These are trifling matters, admittedly. But when coupled to Soper’s misapprehensions about how the medium functions and its place in the cultural milieu of the times, trifles add up, making Soper a sometimes unreliable witness.
Soper’s flights of scholarly research and analysis sometimes unearth insightful information that has been buried until now. Before Kelly’s first ten-year contract with Post-Hall syndicate was up, he negotiated a better contract, giving himself ownership of the strip and other kindred benefits. Soper compares the two contracts, word-by-word in places, showing how Kelly asserted his creator’s rights.
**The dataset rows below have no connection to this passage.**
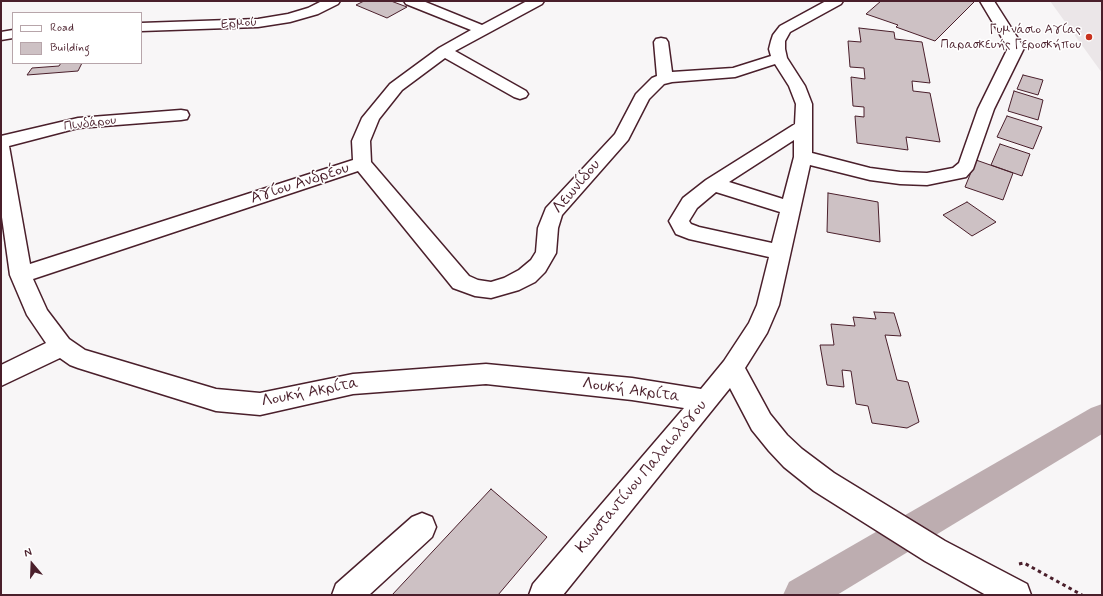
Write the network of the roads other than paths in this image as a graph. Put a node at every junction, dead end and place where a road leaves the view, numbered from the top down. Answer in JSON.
{"nodes":[{"id":1,"x":333,"y":1,"type":"edge"},
{"id":2,"x":411,"y":1,"type":"edge"},
{"id":3,"x":537,"y":1,"type":"edge"},
{"id":4,"x":836,"y":1,"type":"edge"},
{"id":5,"x":987,"y":1,"type":"edge"},
{"id":6,"x":142,"y":27,"type":"edge"},
{"id":7,"x":483,"y":30,"type":"junction"},
{"id":8,"x":12,"y":34,"type":"edge"},
{"id":9,"x":1,"y":36,"type":"edge"},
{"id":10,"x":662,"y":42,"type":"dead end"},
{"id":11,"x":444,"y":50,"type":"junction"},
{"id":12,"x":779,"y":58,"type":"junction"},
{"id":13,"x":665,"y":79,"type":"junction"},
{"id":14,"x":520,"y":94,"type":"dead end"},
{"id":15,"x":181,"y":115,"type":"dead end"},
{"id":16,"x":804,"y":127,"type":"junction"},
{"id":17,"x":1,"y":142,"type":"edge"},
{"id":18,"x":1,"y":147,"type":"edge"},
{"id":19,"x":803,"y":157,"type":"junction"},
{"id":20,"x":362,"y":163,"type":"junction"},
{"id":21,"x":713,"y":184,"type":"junction"},
{"id":22,"x":790,"y":208,"type":"junction"},
{"id":23,"x":780,"y":252,"type":"junction"},
{"id":24,"x":22,"y":275,"type":"junction"},
{"id":25,"x":61,"y":346,"type":"junction"},
{"id":26,"x":732,"y":368,"type":"junction"},
{"id":27,"x":1,"y":376,"type":"edge"},
{"id":28,"x":706,"y":402,"type":"junction"},
{"id":29,"x":422,"y":528,"type":"dead end"},
{"id":30,"x":348,"y":595,"type":"edge"},
{"id":31,"x":544,"y":595,"type":"edge"},
{"id":32,"x":1016,"y":595,"type":"edge"}],
"edges":[{"from":1,"to":6,"type":"street","name":"Ερμού"},
{"from":2,"to":7,"type":"street"},
{"from":3,"to":7,"type":"street","name":"Αγίου Ανδρέου"},
{"from":4,"to":12,"type":"street"},
{"from":5,"to":19,"type":"street"},
{"from":7,"to":11,"type":"street","name":"Αγίου Ανδρέου"},
{"from":8,"to":9,"type":"street"},
{"from":10,"to":13,"type":"street"},
{"from":11,"to":14,"type":"street"},
{"from":11,"to":20,"type":"street","name":"Αγίου Ανδρέου"},
{"from":12,"to":13,"type":"street","name":"Λεωνίδου"},
{"from":12,"to":16,"type":"street","name":"Κωνσταντίνου Παλαιολόγου"},
{"from":13,"to":20,"type":"street","name":"Λεωνίδου"},
{"from":15,"to":17,"type":"street","name":"Πινδάρου"},
{"from":16,"to":19,"type":"street","name":"Κωνσταντίνου Παλαιολόγου"},
{"from":16,"to":21,"type":"street"},
{"from":18,"to":24,"type":"street","name":"Λουκή Ακρίτα"},
{"from":19,"to":22,"type":"street","name":"Κωνσταντίνου Παλαιολόγου"},
{"from":20,"to":24,"type":"street","name":"Αγίου Ανδρέου"},
{"from":21,"to":22,"type":"street"},
{"from":21,"to":23,"type":"street"},
{"from":22,"to":23,"type":"street","name":"Κωνσταντίνου Παλαιολόγου"},
{"from":23,"to":26,"type":"street","name":"Κωνσταντίνου Παλαιολόγου"},
{"from":24,"to":25,"type":"street","name":"Λουκή Ακρίτα"},
{"from":25,"to":27,"type":"street"},
{"from":25,"to":28,"type":"street","name":"Λουκή Ακρίτα"},
{"from":26,"to":28,"type":"street","name":"Κωνσταντίνου Παλαιολόγου"},
{"from":26,"to":32,"type":"street"},
{"from":28,"to":31,"type":"street","name":"Κωνσταντίνου Παλαιολόγου"},
{"from":29,"to":30,"type":"street"}]}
So Soper is not all stumbling around in thickets of multi-syllabic syntax or ponderous posturing by any means. Despite the author’s quirky interpretation of cartooning and its function in the popular culture of the times, his misapprehensions, errors, and pretentious academic verbal gyrations, the book is, as the back cover proclaims, “the first comprehensive study of Kelly’s cartoon art and his larger career in the comics business.”
Most of the book is accurate or at least an acceptable appreciation of Kelly’s career as cartoonist and satirist. Often, Soper’s eccentric reading of the facts before him sheds light on aspects of the cartoonist’s achievement that we might otherwise have overlooked. But to avoid the pitfalls Soper has created, the reader must already be familiar with much of the background against which Soper plays out his theories and pronouncements. And if the reader is versed in such matters, the book is an entertaining—and often informative—read.
By the way, the publisher of this book, the University Press of Mississippi, is also the publisher of my latest book, Insider Histories of Cartooning: Rediscovering Forgotten Famous Comics and Their Creators. But to learn more about this sterling tome, you must hie thee to the Usual Place.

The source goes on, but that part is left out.